I ricercatori sono giunti a una risposta molto precisa, ma hanno specificato che comunque la quantità di sonno di cui ogni persona ha bisogno varia in base alla genetica, all'ambiente, allo stile di vita e ad altri fattori. Alcune persone hanno bisogno di 6 ore, mentre altre necessitano 9. Volendo procedere con una media generale, valida per la maggior parte delle persone, gli scienziati hanno individuato un intervallo ottimale di sonno: quello compreso tra 6,4 e 7,8 ore a notte.

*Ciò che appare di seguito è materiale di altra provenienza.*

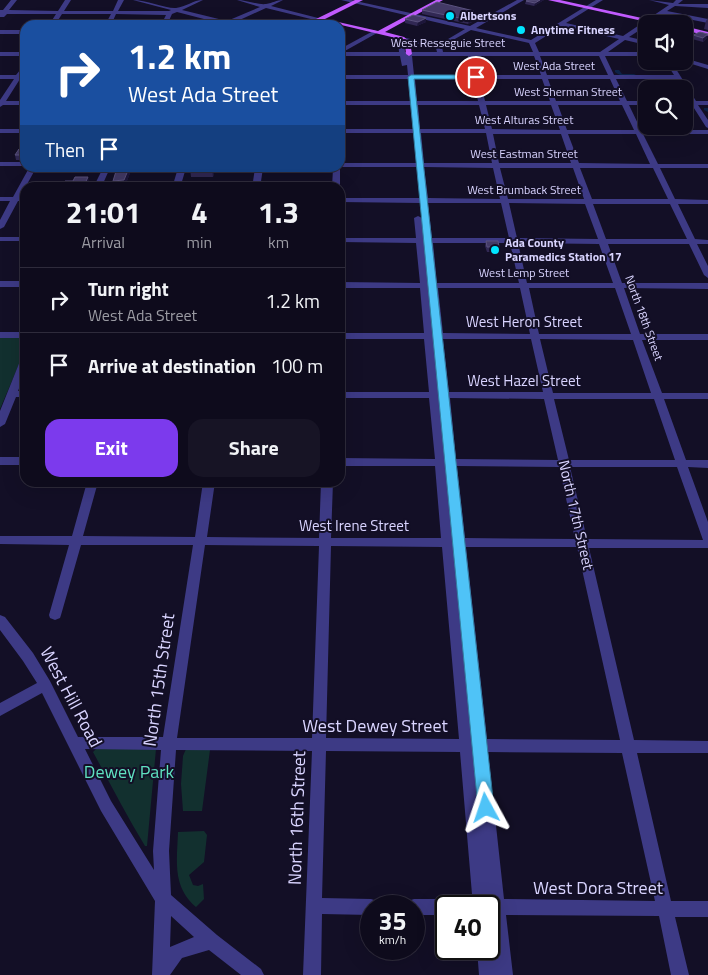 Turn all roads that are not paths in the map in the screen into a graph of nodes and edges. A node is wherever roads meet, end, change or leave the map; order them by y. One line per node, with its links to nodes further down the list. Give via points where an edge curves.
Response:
1 (14, 0): 20 (street)
2 (68, 0): 21 (street)
3 (121, 0): 22 (street)
4 (136, 0): 19 (street)
5 (200, 0): 19 (street)
6 (240, 0): 16 (street)
7 (280, 0): 16 (street)
8 (344, 0): 14 (street)
9 (440, 0): 24 (main road)
10 (521, 0): 42 (street)
11 (550, 0): 18 (main road)
12 (600, 0): 18 (street)
13 (652, 0): 15 (street)
14 (358, 1): 24 (street); 32 (main road)
15 (677, 2): 17 (street); 23 (street)
16 (265, 6): 32 (street); 37 (street)
17 (708, 6)
18 (588, 8): 29 (main road); 40 (street)
19 (173, 11): 22 (street); 35 (street); 36 (street)
20 (2, 12): 21 (street); 31 (street)
21 (60, 12): 22 (street); 33 (street)
22 (115, 12): 34 (street)
23 (662, 12): 25 (street); 26 (street)
24 (411, 15): 42 (street); 47 (main road)
25 (658, 15)
26 (678, 15)
27 (693, 15): 28 (street)
28 (708, 15)
29 (638, 18)
30 (693, 18): 39 (street)
31 (0, 19)
32 (319, 19): 38 (main road)
33 (55, 20)
34 (111, 20)
35 (167, 20)
36 (214, 20)
37 (234, 20)
38 (324, 20)
39 (708, 21)
40 (561, 24): 49 (street); 51 (street)
41 (345, 25): 47 (main road)
42 (470, 28): 51 (street); 52 (street)
43 (638, 28): 49 (street)
44 (693, 30): 48 (main road)
45 (0, 32): 46 (street)
46 (20, 32)
47 (387, 34): 52 (street); 53 (street, via 359,41); 57 (street, via 401,40)
48 (708, 34)
49 (624, 38): 50 (street); 61 (street)
50 (638, 41)
51 (532, 42): 60 (street, North 18th Street)
52 (439, 47): 58 (street)
53 (345, 49)
54 (345, 52): 57 (street, West Resseguie Street)
55 (0, 54): 56 (street)
56 (20, 54)
57 (406, 54): 58 (street, West Resseguie Street); 69 (street)
58 (441, 54): 59 (street, West Resseguie Street)
59 (471, 54): 60 (street, West Resseguie Street); 70 (street, North 17th Street)
60 (536, 54): 61 (street, West Resseguie Street); 71 (street, North 18th Street)
61 (601, 54): 62 (street, West Resseguie Street); 72 (street)
62 (638, 54)
63 (693, 63): 64 (street)
64 (708, 67)
65 (674, 70): 73 (street)
66 (0, 77): 67 (street)
67 (20, 77)
68 (345, 77): 69 (street, West Ada Street)
69 (408, 77): 70 (street, West Ada Street); 77 (street)
70 (476, 77): 71 (street, West Ada Street); 78 (street, North 17th Street)
71 (544, 77): 72 (street, West Ada Street); 79 (street, North 18th Street)
72 (612, 77): 73 (street, West Ada Street); 80 (street)
73 (678, 77): 82 (street)
74 (20, 80): 84 (street)
75 (20, 103): 84 (street)
76 (345, 103): 77 (street, West Sherman Street)
77 (410, 103): 78 (street, West Sherman Street); 90 (street)
78 (482, 103): 79 (street, West Sherman Street); 91 (street, North 17th Street)
79 (553, 103): 80 (street, West Sherman Street); 92 (street, North 18th Street)
80 (625, 103): 81 (street, West Sherman Street); 86 (street)
81 (638, 103)
82 (694, 103): 83 (street); 85 (street)
83 (708, 103)
84 (1, 104)
85 (708, 126)
86 (638, 130)
87 (0, 131): 88 (street)
88 (20, 131)
89 (345, 131): 90 (street, West Alturas Street)
90 (413, 131): 91 (street, West Alturas Street); 100 (street)
91 (488, 131): 92 (street, West Alturas Street); 101 (street, North 17th Street)
92 (564, 132): 93 (street, West Alturas Street); 102 (street, North 18th Street)
93 (638, 132)
94 (693, 132): 95 (street, West Alturas Street)
95 (708, 132)
96 (640, 135): 103 (street)
97 (0, 164): 98 (street)
98 (20, 164)
99 (345, 165): 100 (street, West Eastman Street)
100 (417, 165): 101 (street, West Eastman Street); 110 (street)
101 (496, 166): 102 (street, West Eastman Street); 111 (street, North 17th Street)
102 (576, 166): 103 (street, West Eastman Street); 112 (street, North 18th Street)
103 (655, 166): 104 (street, West Eastman Street); 113 (street)
104 (708, 166)
105 (20, 191): 107 (street)
106 (0, 199): 107 (street)
107 (15, 200): 108 (street); 115 (street)
108 (20, 200)
109 (345, 200): 110 (street, West Brumback Street)
110 (420, 201): 111 (street, West Brumback Street); 119 (street)
111 (504, 201): 112 (street, West Brumback Street); 120 (street, North 17th Street)
112 (588, 201): 113 (street, West Brumback Street); 121 (street, North 18th Street)
113 (673, 202): 114 (street, West Brumback Street); 122 (street)
114 (708, 202)
115 (0, 227)
116 (0, 239): 117 (street)
117 (20, 239)
118 (345, 240): 119 (street)
119 (424, 241): 120 (street); 128 (street)
120 (514, 241): 121 (street); 129 (street, North 17th Street)
121 (603, 241): 122 (street); 130 (street, North 18th Street)
122 (692, 242): 123 (street); 124 (street)
123 (708, 242)
124 (708, 274)
125 (0, 284): 126 (street)
126 (20, 284)
127 (345, 285): 128 (street, West Lemp Street)
128 (428, 285): 129 (street, West Lemp Street); 135 (street)
129 (524, 286): 130 (street, West Lemp Street); 136 (street, North 17th Street)
130 (618, 286): 131 (street, West Lemp Street); 137 (street, North 18th Street)
131 (708, 286)
132 (0, 335): 133 (street)
133 (20, 335)
134 (345, 336): 135 (street, West Heron Street)
135 (433, 336): 136 (street, West Heron Street); 143 (street)
136 (535, 337): 137 (street, West Heron Street); 144 (street, North 17th Street)
137 (638, 337): 138 (street, West Heron Street); 145 (street, North 18th Street)
138 (708, 338)
139 (20, 374): 140 (street)
140 (12, 394): 141 (street); 147 (street)
141 (20, 394)
142 (345, 395): 143 (street, West Hazel Street)
143 (439, 395): 144 (street, West Hazel Street); 151 (street)
144 (549, 396): 145 (street, West Hazel Street); 152 (street, North 17th Street)
145 (659, 396): 146 (street, West Hazel Street); 153 (street, North 18th Street)
146 (708, 396)
147 (0, 424)
148 (0, 461): 149 (street)
149 (20, 461)
150 (345, 462): 151 (street)
151 (445, 463): 152 (street); 163 (street)
152 (564, 463): 153 (street); 164 (street, North 17th Street)
153 (682, 464): 154 (street); 158 (street, North 18th Street)
154 (708, 464)
155 (92, 487): 160 (street)
156 (208, 487): 161 (street, North 15th Street)
157 (327, 487): 162 (street, North 16th Street)
158 (708, 538)
159 (0, 540): 160 (street, West Irene Street)
160 (76, 540): 161 (street, West Irene Street); 166 (street)
161 (199, 541): 162 (street, West Irene Street); 171 (street, North 15th Street)
162 (325, 542): 163 (street, West Irene Street); 172 (street, North 16th Street)
163 (453, 542): 164 (street, West Irene Street); 173 (street)
164 (582, 543): 165 (street, West Irene Street); 174 (street, North 17th Street)
165 (708, 544)
166 (55, 615)
167 (0, 620): 168 (street, West Hill Road)
168 (45, 685): 169 (street); 170 (street, West Hill Road)
169 (0, 710)
170 (73, 743): 171 (street, West Dewey Street); 177 (street, West Hill Road, via 106,806)
171 (169, 744): 172 (street, West Dewey Street); 177 (street, North 15th Street, via 161,851)
172 (319, 744): 173 (street, West Dewey Street); 178 (street, North 16th Street)
173 (473, 746): 174 (street, West Dewey Street); 176 (street)
174 (629, 746): 175 (street, West Dewey Street); 181 (street, North 17th Street)
175 (708, 747)
176 (488, 895)
177 (163, 899): 183 (street, West Hill Road); 186 (street, North 15th Street)
178 (314, 906): 179 (street); 188 (street, North 16th Street)
179 (360, 907)
180 (500, 907): 181 (street, West Dora Street)
181 (665, 908): 182 (street, West Dora Street); 191 (street, North 17th Street)
182 (708, 908)
183 (211, 941): 186 (street, via 182,948 172,954); 187 (street, West Hill Road)
184 (500, 957): 190 (street)
185 (486, 960): 189 (street)
186 (161, 975)
187 (255, 975)
188 (312, 975)
189 (488, 975)
190 (504, 975)
191 (680, 975)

Le persone che raggiungono questo numero di ore di riposo notturno e che lo portano avanti stabilmente presentano un miglior funzionamento del sistema immunitario, del cervello e del cuore misurato a livello molecolare. Invece sia dormire troppo che dormire troppo poco sono associati a cambiamenti molecolari riconducibili a un invecchiamento accelerato.

"Considererei questo studio come una linea guida – ha affermato Junhao Wen, professore associato di radiologia alla Columbia University e autore principale della ricerca – Il punto chiave è dormire regolarmente, circa 6-8 ore al giorno. Sappiamo che questo fa bene alla salute generale". Il suo studio è partito sulla base di un'esperienza personale: una cattiva qualità del sonno e il desiderio di migliorarla. Da lì ha messo insieme un team e ha potuto sfruttare un laboratorio all'avanguardia nello studio dell'orologio biologico dell'invecchiamento. L'idea alla base era che "organi diversi, anche all'interno della stessa persona, invecchino a velocità diverse" ha affermato Wen. Assieme ai suoi colleghi ha sviluppato degli orologi biologici per gli organi di tutto il corpo, al fine di verificare se l'invecchiamento di ciascuno di essi singolarmente fosse collegato alla quantità di sonno. Ebbene, è risultato proprio che per quasi tutti gli organi, sia la quantità eccessiva che quella insufficiente di sonno erano associati a un invecchiamento accelerato.

Un dato ulteriore emerso dall'analisi è che le donne potrebbero aver bisogno di un po' più di sonno rispetto agli uomini: ciò potrebbe essere dovuto a fattori ormonali o ad altri fattori fisiologici, nonché a fattori sociali. Poiché il fabbisogno di sonno è tendenzialmente soggettivo, gli esperti si sono raccomandati di prendersi cura del riposo notturno, adeguandolo alle proprie esigenze, per esempio regolando l'orario della cena e l'orario in cui si va a letto, a seconda dei casi.